I’m in the process of setting up a Tesla S1070 connected to a server running Windows 2008R2 64-bit. The Tesla driver installs nicely, but in the device manager one of the four Tesla CPUs is marked as not being installed correctly. Upon further inspection the reason is “This device cannot find enough free resources that it can use. (Code 12)”
Has anyone else experienced this problem?
The server is an HP Proliant DL380 G5 with 2 quad core Xeons, 16GB RAM, 2 GigE NICs and a HP P400 RAID controller. The RAID controller is attached to one of three PCIe 8x slots, while the Tesla boards are connected to two PCIe 16X slots on a riser card. (It is not possible to move the RAID controller to any of the other slots due to the bulk of its connectors).
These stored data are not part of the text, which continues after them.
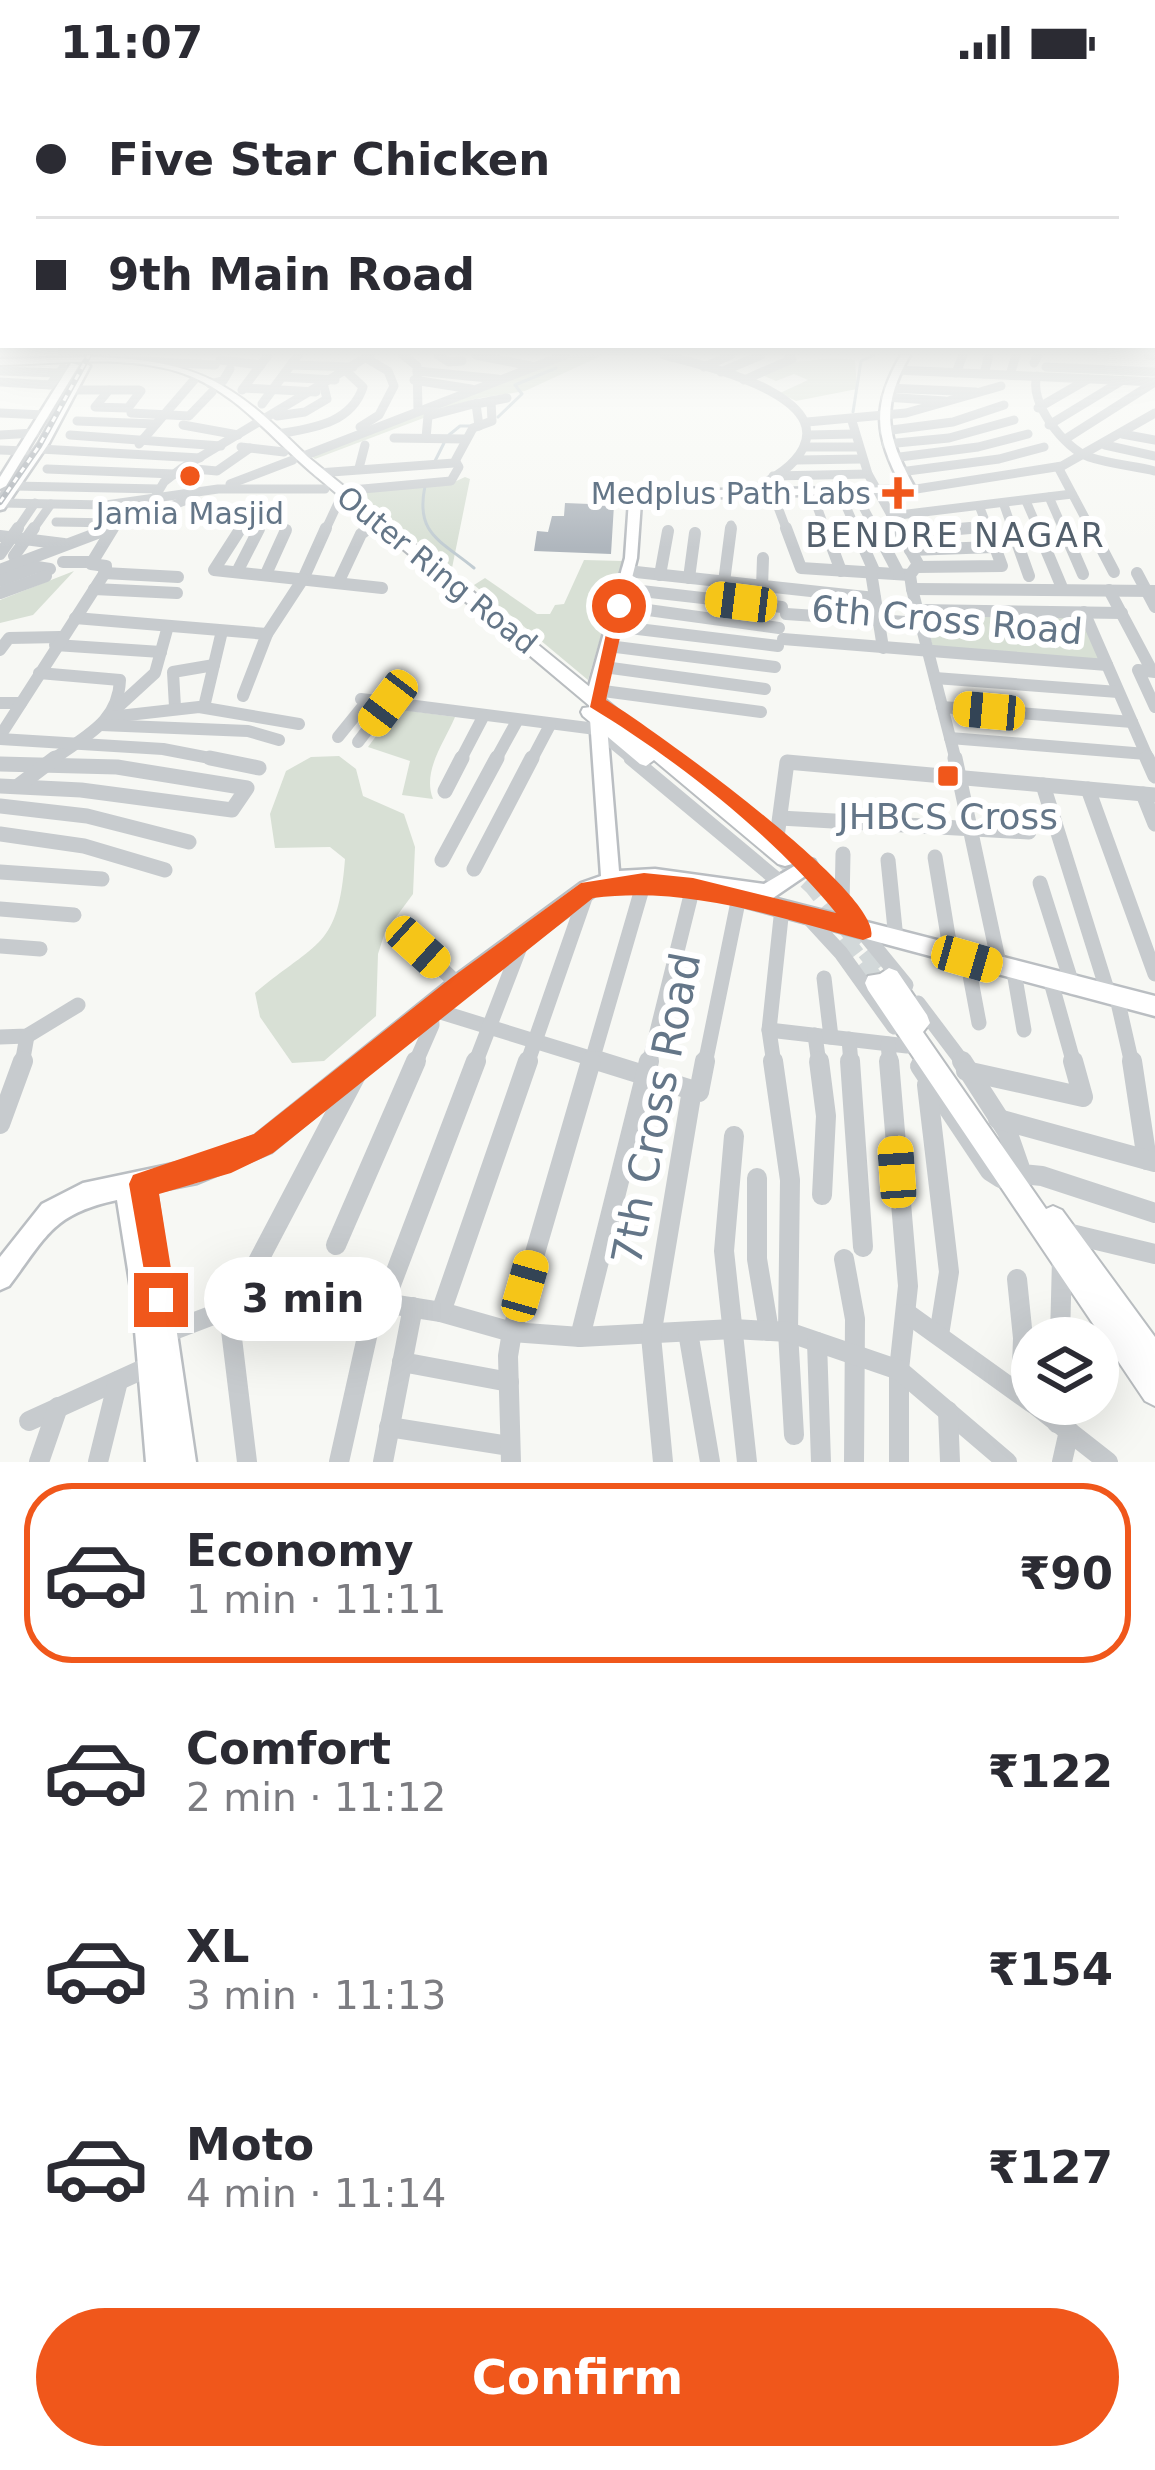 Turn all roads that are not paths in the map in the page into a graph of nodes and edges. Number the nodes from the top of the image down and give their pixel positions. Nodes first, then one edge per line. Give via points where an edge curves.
1 (42, 419) edge
2 (56, 419) edge
3 (159, 419) edge
4 (259, 419) edge
5 (265, 419) edge
6 (266, 419) edge
7 (330, 419) edge
8 (360, 419) edge
9 (371, 419) edge
10 (428, 419) edge
11 (477, 419) edge
12 (492, 419) edge
13 (805, 419) edge
14 (857, 419) edge
15 (888, 419) edge
16 (910, 419) edge
17 (1045, 419) edge
18 (1059, 419) edge
19 (1096, 419) edge
20 (1144, 419) edge
21 (1014, 420) joint
22 (77, 421) dead end
23 (852, 421) junction
24 (807, 422) junction
25 (156, 424) junction
26 (183, 425) dead end
27 (477, 425) junction
28 (1049, 425) junction
29 (462, 426) dead end
30 (35, 434) junction
31 (278, 434) junction
32 (854, 434) junction
33 (1028, 434) junction
34 (1122, 434) junction
35 (0, 435) edge
36 (70, 435) dead end
37 (238, 435) junction
38 (808, 435) junction
39 (430, 438) junction
40 (1067, 438) junction
41 (143, 439) junction
42 (465, 439) junction
43 (1155, 440) edge
44 (223, 445) junction
45 (1105, 445) junction
46 (365, 446) dead end
47 (804, 447) junction
48 (858, 447) junction
49 (1044, 447) junction
50 (250, 448) junction
51 (40, 449) junction
52 (0, 450) edge
53 (25, 451) junction
54 (130, 454) junction
55 (291, 454) junction
56 (1084, 456) junction
57 (1155, 456) edge
58 (200, 458) junction
59 (892, 458) junction
60 (862, 459) junction
61 (796, 460) junction
62 (456, 462) junction
63 (431, 463) junction
64 (0, 465) edge
65 (14, 465) junction
66 (394, 465) junction
67 (1062, 465) junction
68 (359, 468) junction
69 (47, 470) dead end
70 (178, 471) junction
71 (1155, 471) edge
72 (319, 472) junction
73 (900, 472) junction
74 (868, 474) junction
75 (773, 476) junction
76 (7, 486) edge
77 (218, 488) junction
78 (325, 489) junction
79 (910, 490) junction
80 (847, 492) junction
81 (878, 492) junction
82 (156, 494) junction
83 (773, 494) junction
84 (812, 494) junction
85 (1072, 494) junction
86 (755, 495) junction
87 (340, 496) junction
88 (1048, 497) junction
89 (1026, 501) junction
90 (35, 503) junction
91 (51, 504) junction
92 (1, 505) edge
93 (68, 505) junction
94 (1004, 505) junction
95 (980, 508) junction
96 (891, 516) junction
97 (118, 525) junction
98 (243, 525) dead end
99 (731, 525) dead end
100 (371, 527) junction
101 (987, 527) junction
102 (50, 529) dead end
103 (259, 529) dead end
104 (286, 530) dead end
105 (668, 531) dead end
106 (695, 533) dead end
107 (901, 534) junction
108 (5, 536) edge
109 (25, 539) junction
110 (41, 541) junction
111 (69, 544) junction
112 (994, 547) junction
113 (910, 550) junction
114 (0, 554) edge
115 (14, 556) dead end
116 (31, 558) junction
117 (763, 558) dead end
118 (63, 562) dead end
119 (92, 562) junction
120 (784, 567) dead end
121 (801, 568) junction
122 (0, 570) edge
123 (627, 571) junction
124 (841, 571) junction
125 (236, 572) junction
126 (1114, 572) dead end
127 (104, 573) junction
128 (873, 573) junction
129 (1137, 573) dead end
130 (266, 574) junction
131 (1083, 574) dead end
132 (660, 575) junction
133 (910, 576) junction
134 (1029, 576) dead end
135 (178, 577) dead end
136 (303, 578) junction
137 (689, 578) junction
138 (0, 580) edge
139 (338, 583) junction
140 (724, 583) junction
141 (744, 585) junction
142 (762, 587) junction
143 (382, 588) dead end
144 (94, 589) junction
145 (624, 589) junction
146 (1063, 590) junction
147 (1109, 590) junction
148 (1150, 591) edge
149 (0, 593) edge
150 (177, 593) dead end
151 (875, 598) junction
152 (741, 602) junction
153 (619, 606) junction
154 (1155, 608) edge
155 (1084, 612) junction
156 (1122, 613) junction
157 (919, 616) junction
158 (75, 617) junction
159 (879, 620) junction
160 (738, 622) junction
161 (168, 626) junction
162 (613, 626) junction
163 (222, 631) junction
164 (267, 634) junction
165 (780, 638) junction
166 (58, 641) junction
167 (736, 641) junction
168 (608, 646) junction
169 (883, 648) junction
170 (0, 650) edge
171 (161, 652) junction
172 (928, 652) junction
173 (734, 662) junction
174 (214, 665) junction
175 (1107, 665) junction
176 (604, 667) junction
177 (775, 668) dead end
178 (1154, 671) edge
179 (173, 672) junction
180 (39, 674) junction
181 (153, 675) junction
182 (934, 678) junction
183 (731, 684) junction
184 (765, 689) dead end
185 (1118, 692) junction
186 (243, 697) dead end
187 (0, 703) edge
188 (21, 703) junction
189 (388, 703) junction
190 (175, 707) junction
191 (204, 707) junction
192 (729, 707) junction
193 (942, 707) junction
194 (1155, 707) edge
195 (598, 710) junction
196 (761, 712) dead end
197 (110, 716) junction
198 (483, 717) junction
199 (517, 721) junction
200 (1132, 722) junction
201 (299, 724) dead end
202 (550, 725) junction
203 (1, 735) edge
204 (338, 737) dead end
205 (950, 738) junction
206 (279, 740) dead end
207 (358, 742) dead end
208 (76, 744) junction
209 (1145, 754) junction
210 (0, 764) edge
211 (46, 765) junction
212 (260, 768) dead end
213 (1155, 776) edge
214 (960, 777) junction
215 (1043, 785) junction
216 (0, 786) edge
217 (18, 786) junction
218 (1088, 789) junction
219 (445, 791) dead end
220 (1149, 794) edge
221 (0, 806) edge
222 (780, 818) junction
223 (1155, 824) edge
224 (974, 829) junction
225 (1029, 832) dead end
226 (0, 834) edge
227 (777, 837) junction
228 (189, 842) dead end
229 (843, 854) dead end
230 (935, 857) dead end
231 (442, 860) dead end
232 (888, 860) dead end
233 (787, 867) junction
234 (474, 869) dead end
235 (166, 870) dead end
236 (0, 872) edge
237 (102, 879) dead end
238 (644, 882) junction
239 (1040, 883) dead end
240 (601, 885) junction
241 (693, 887) junction
242 (739, 897) junction
243 (842, 905) junction
244 (782, 908) junction
245 (0, 909) edge
246 (74, 915) dead end
247 (806, 915) junction
248 (863, 930) junction
249 (525, 934) junction
250 (896, 939) junction
251 (0, 946) edge
252 (418, 947) dead end
253 (40, 949) dead end
254 (959, 957) junction
255 (1007, 970) junction
256 (1155, 974) edge
257 (824, 978) dead end
258 (882, 980) tunnel mouth
259 (1051, 982) junction
260 (459, 986) junction
261 (1073, 988) junction
262 (1113, 997) junction
263 (78, 1005) dead end
264 (1155, 1006) edge
265 (431, 1009) junction
266 (980, 1024) dead end
267 (486, 1027) junction
268 (769, 1030) junction
269 (1024, 1030) dead end
270 (27, 1036) junction
271 (0, 1037) edge
272 (832, 1037) junction
273 (537, 1042) junction
274 (898, 1045) junction
275 (591, 1059) junction
276 (359, 1068) junction
277 (966, 1071) junction
278 (925, 1075) junction
279 (646, 1076) junction
280 (692, 1090) junction
281 (998, 1119) junction
282 (0, 1124) edge
283 (734, 1136) dead end
284 (1151, 1161) edge
285 (757, 1178) dead end
286 (1019, 1180) junction
287 (135, 1186) junction
288 (822, 1195) dead end
289 (1155, 1213) edge
290 (1062, 1242) junction
291 (336, 1245) dead end
292 (1155, 1254) edge
293 (0, 1276) edge
294 (1017, 1279) dead end
295 (384, 1303) junction
296 (234, 1307) junction
297 (412, 1307) junction
298 (441, 1312) junction
299 (908, 1314) junction
300 (1021, 1317) edge
301 (1060, 1317) edge
302 (733, 1329) junction
303 (512, 1332) junction
304 (688, 1332) junction
305 (778, 1332) junction
306 (939, 1335) junction
307 (651, 1336) junction
308 (580, 1337) junction
309 (818, 1342) junction
310 (162, 1352) junction
311 (856, 1355) junction
312 (1155, 1361) edge
313 (402, 1363) junction
314 (899, 1370) junction
315 (118, 1381) junction
316 (508, 1382) junction
317 (1011, 1387) edge
318 (1155, 1391) edge
319 (58, 1408) junction
320 (947, 1412) junction
321 (29, 1421) dead end
322 (1062, 1425) edge
323 (1068, 1425) edge
324 (389, 1427) junction
325 (794, 1435) dead end
326 (511, 1454) edge
327 (1005, 1461) edge
328 (39, 1462) edge
329 (98, 1462) edge
330 (160, 1462) edge
331 (182, 1462) edge
332 (248, 1462) edge
333 (339, 1462) edge
334 (382, 1462) edge
335 (663, 1462) edge
336 (710, 1462) edge
337 (747, 1462) edge
338 (821, 1462) edge
339 (854, 1462) edge
340 (899, 1462) edge
341 (950, 1462) edge
342 (1062, 1462) edge
343 (1108, 1462) edge

1 - 30 main road
2 - 51 main road
3 - 25 street
4 - 37 street
5 - 55 highway, Outer Ring Road
6 - 31 highway, Outer Ring Road
7 - 31 street
8 - 55 street
9 - 55 street
10 - 39 street
11 - 27 street
12 - 27 street
13 - 24 street
14 - 23 street
15 - 59 main road
16 - 21 street via 949,438
17 - 28 street
18 - 28 street
19 - 40 street
20 - 34 street
21 - 33 street
22 - 25 street
23 - 24 street
23 - 32 street
24 - 38 street
25 - 41 street
26 - 37 street
27 - 29 street
27 - 42 street
28 - 40 street
30 - 35 street
30 - 53 main road
31 - 55 highway, Outer Ring Road
32 - 38 street
32 - 48 street
33 - 49 street
33 - 59 street
34 - 43 street
34 - 45 street
36 - 41 street
37 - 44 street
38 - 47 street
39 - 42 street
39 - 63 street
39 - 66 street via 394,434
40 - 56 street
41 - 44 street
41 - 54 street
42 - 62 street
44 - 50 street
44 - 58 street
45 - 56 street
45 - 57 street
46 - 68 street
47 - 48 street
47 - 61 street
48 - 60 street
49 - 67 street
49 - 73 street
50 - 55 street
50 - 70 street via 217,471
51 - 54 street
51 - 76 main road
52 - 53 street
53 - 65 main road
54 - 58 street
55 - 72 highway, Outer Ring Road
55 - 77 street
55 - 78 highway, Outer Ring Road
56 - 67 street
56 - 71 street
58 - 70 street
59 - 73 main road
60 - 61 street
60 - 74 street
61 - 75 street
62 - 63 street
62 - 87 street via 451,481
63 - 66 street
64 - 65 street
65 - 76 main road
66 - 68 street
67 - 79 street
67 - 85 street
68 - 72 street
69 - 70 street
70 - 82 street
72 - 87 highway, Outer Ring Road
73 - 79 main road
74 - 75 street
74 - 81 street
75 - 86 street
76 - 82 street
76 - 92 main road
77 - 78 street
77 - 82 street
77 - 97 street
78 - 87 highway, Outer Ring Road
79 - 81 main road
80 - 81 main road
80 - 84 main road
80 - 128 street
80 - 133 street
81 - 96 street
82 - 93 street
83 - 84 main road
83 - 86 main road
83 - 121 street
84 - 124 street
85 - 88 street
85 - 126 street
86 - 123 main road via 638,497
87 - 100 highway, Outer Ring Road
87 - 136 street
87 - 195 highway, Outer Ring Road
88 - 89 street
88 - 131 street
89 - 94 street
89 - 146 street
90 - 91 street
90 - 92 street
90 - 108 street
91 - 93 street
91 - 109 street
93 - 97 street via 56,522
94 - 95 street
94 - 134 street
95 - 96 street
95 - 101 street
96 - 107 street
97 - 111 street
97 - 119 street
98 - 125 street via 214,570
99 - 140 street
100 - 139 street
100 - 195 highway, Outer Ring Road
101 - 107 street
101 - 112 street
102 - 110 street
103 - 125 street
104 - 130 street
105 - 132 street
106 - 137 street
107 - 113 street
108 - 109 street
108 - 114 street
109 - 110 street
109 - 115 street
110 - 111 street
110 - 116 street
111 - 116 street
112 - 113 street
112 - 133 street via 1002,566
113 - 133 street
116 - 122 street
117 - 142 street
118 - 119 street
119 - 127 street via 106,566
120 - 121 street
121 - 124 street
123 - 132 street
123 - 145 main road
124 - 128 street
125 - 130 street
127 - 135 street
127 - 144 street
128 - 133 street
128 - 151 street
129 - 148 street
130 - 136 street
132 - 137 street
133 - 146 street
133 - 157 street
136 - 139 street
136 - 164 street
137 - 140 street
138 - 149 street via 37,567 48,572
139 - 143 street
140 - 141 street
141 - 142 street
141 - 152 street
142 - 151 street
144 - 150 street
144 - 158 street
145 - 152 street
145 - 153 main road
146 - 147 street
147 - 148 street
147 - 156 street
148 - 154 street
151 - 159 street
152 - 159 street
152 - 160 street
153 - 160 street
153 - 162 main road
155 - 156 street
155 - 157 street
155 - 175 street
156 - 178 street
157 - 159 street
157 - 172 street
158 - 161 street
158 - 166 street
159 - 169 street
160 - 165 street
160 - 167 street
161 - 163 street
161 - 171 street
162 - 167 street
162 - 168 main road
163 - 164 street
163 - 174 street
164 - 186 street
165 - 167 street
165 - 169 street, 6th Cross Road
166 - 170 street via 9,638
166 - 171 street
166 - 180 street
167 - 173 street
168 - 173 street
168 - 176 main road
169 - 172 street, 6th Cross Road
171 - 181 street
172 - 175 street, 6th Cross Road
172 - 182 street
173 - 177 street
173 - 183 street
174 - 179 street
174 - 191 street
175 - 185 street
176 - 183 street
176 - 195 main road
178 - 194 street via 1138,670
179 - 181 street
179 - 190 street
180 - 188 street
180 - 197 street via 121,680
181 - 197 street
182 - 185 street
182 - 193 street
183 - 184 street
183 - 192 street
185 - 200 street
187 - 188 street
188 - 203 street
189 - 198 street
189 - 204 street via 364,699
189 - 207 street
190 - 191 street
190 - 197 street
191 - 201 street
192 - 195 street
192 - 196 street
193 - 200 street
193 - 205 street
195 - 202 street
195 - 227 street via 639,728
195 - 233 highway
195 - 240 main road
197 - 206 street
197 - 208 street
198 - 199 street
198 - 219 street
199 - 202 street
199 - 231 street
200 - 209 street
202 - 234 street
203 - 208 street
205 - 209 street
205 - 214 street
208 - 211 street
208 - 212 street via 163,748
209 - 213 street
210 - 211 street
211 - 217 street
211 - 217 street via 117,767 248,788 232,810
214 - 215 street
214 - 222 street via 788,762
214 - 224 street
215 - 218 street
215 - 262 street
216 - 217 street
218 - 220 street
218 - 256 street
220 - 223 street
221 - 228 street via 87,816
222 - 224 street
222 - 227 street
224 - 225 street
224 - 255 street
226 - 235 street via 84,846
227 - 233 street
229 - 243 street
230 - 254 street
232 - 250 street
233 - 240 main road via 761,893 641,875
233 - 243 street
236 - 237 street
238 - 240 main road
238 - 241 main road
238 - 275 street
239 - 261 street
240 - 249 main road
240 - 273 street
241 - 242 main road
241 - 279 street
242 - 244 main road
242 - 280 street, 7th Cross Road via 699,1092
243 - 248 street
244 - 247 main road
244 - 268 street
245 - 246 street
247 - 248 main road
247 - 274 street via 841,953
248 - 250 main road
248 - 277 street
249 - 260 main road
249 - 267 street
250 - 254 main road
251 - 253 street
252 - 260 street
254 - 255 main road
254 - 266 street
255 - 259 main road
255 - 269 street
257 - 272 street
258 - 286 highway
259 - 261 main road
259 - 277 street via 1083,1097
260 - 265 main road
261 - 262 main road
262 - 264 main road
262 - 284 street
263 - 270 street
265 - 267 street
265 - 276 main road
265 - 291 street via 432,1025
267 - 273 street
267 - 295 street
268 - 272 street
268 - 305 street via 790,1180
270 - 271 street
270 - 282 street
272 - 274 street
272 - 288 street
272 - 311 street
273 - 275 street
273 - 298 street
274 - 278 street
274 - 299 street
275 - 279 street
275 - 303 street
276 - 287 main road via 263,1144
276 - 296 street
277 - 281 street
278 - 286 street via 990,1171
278 - 306 street via 949,1272
279 - 280 street
279 - 308 street
280 - 307 street, 7th Cross Road
281 - 284 street
281 - 286 street via 1020,1154
283 - 302 street via 724,1251
285 - 305 street via 757,1259
286 - 289 street via 1042,1176
286 - 290 highway
287 - 293 main road via 83,1195 50,1212
287 - 310 main road
290 - 292 street
290 - 301 street
290 - 312 highway
290 - 318 highway
294 - 300 street
295 - 297 street
295 - 333 street via 369,1328
296 - 310 street
296 - 332 street
297 - 298 street
297 - 313 street
298 - 303 street
299 - 306 street
299 - 314 street
302 - 304 street
302 - 305 street
302 - 337 street
303 - 308 street
303 - 316 street
304 - 307 street
304 - 336 street
305 - 309 street
305 - 325 street
306 - 317 street
307 - 308 street
307 - 335 street, 7th Cross Road
309 - 311 street
309 - 338 street
310 - 315 street
310 - 330 main road
310 - 331 main road
311 - 314 street
311 - 339 street
313 - 316 street
313 - 324 street
314 - 320 street
314 - 340 street
315 - 319 street
315 - 329 street
316 - 326 street
319 - 321 street
319 - 328 street
320 - 327 street
320 - 341 street
322 - 342 street
323 - 343 street
324 - 326 street
324 - 334 street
BIOS, RAID-controller and NICs are updated with the latest firmware. The Tesla driver version is 196.28
I have no experience with either the OS or hardware you are using, but the two obvious things that might bite you are PCI-e enumeration and the video memory aperture size. With 4x Telsa T10 GPUs, you are trying to map 16Gb of video memory. It could be that the BIOS has some arbitrary limit which is less than than what you need. The other possibility is that the OS isn’t handling the NForce 200 switches correctly and PCI-e device enumeration isn’t correct. I know that there have been issues with enumeration of WDDM versions of desktop Windows with multiple GTX295 cards, although I have no idea whether that could apply to Server 2008. NVIDIA has recently released a compute card driver for Vista/7 and derivatives. It might be worth giving that a try.
Is there any way (a special tool f. ex) I can check the maximum aperture size, would be nice to know if it’s the hardware or the OS that’s causing the problem.
I think this is the driver I already have, it is not a normal graphics driver, but especially for the headless Tesla products. It is also labeled Windows 7 in the setup screens. Or is there yet another driver?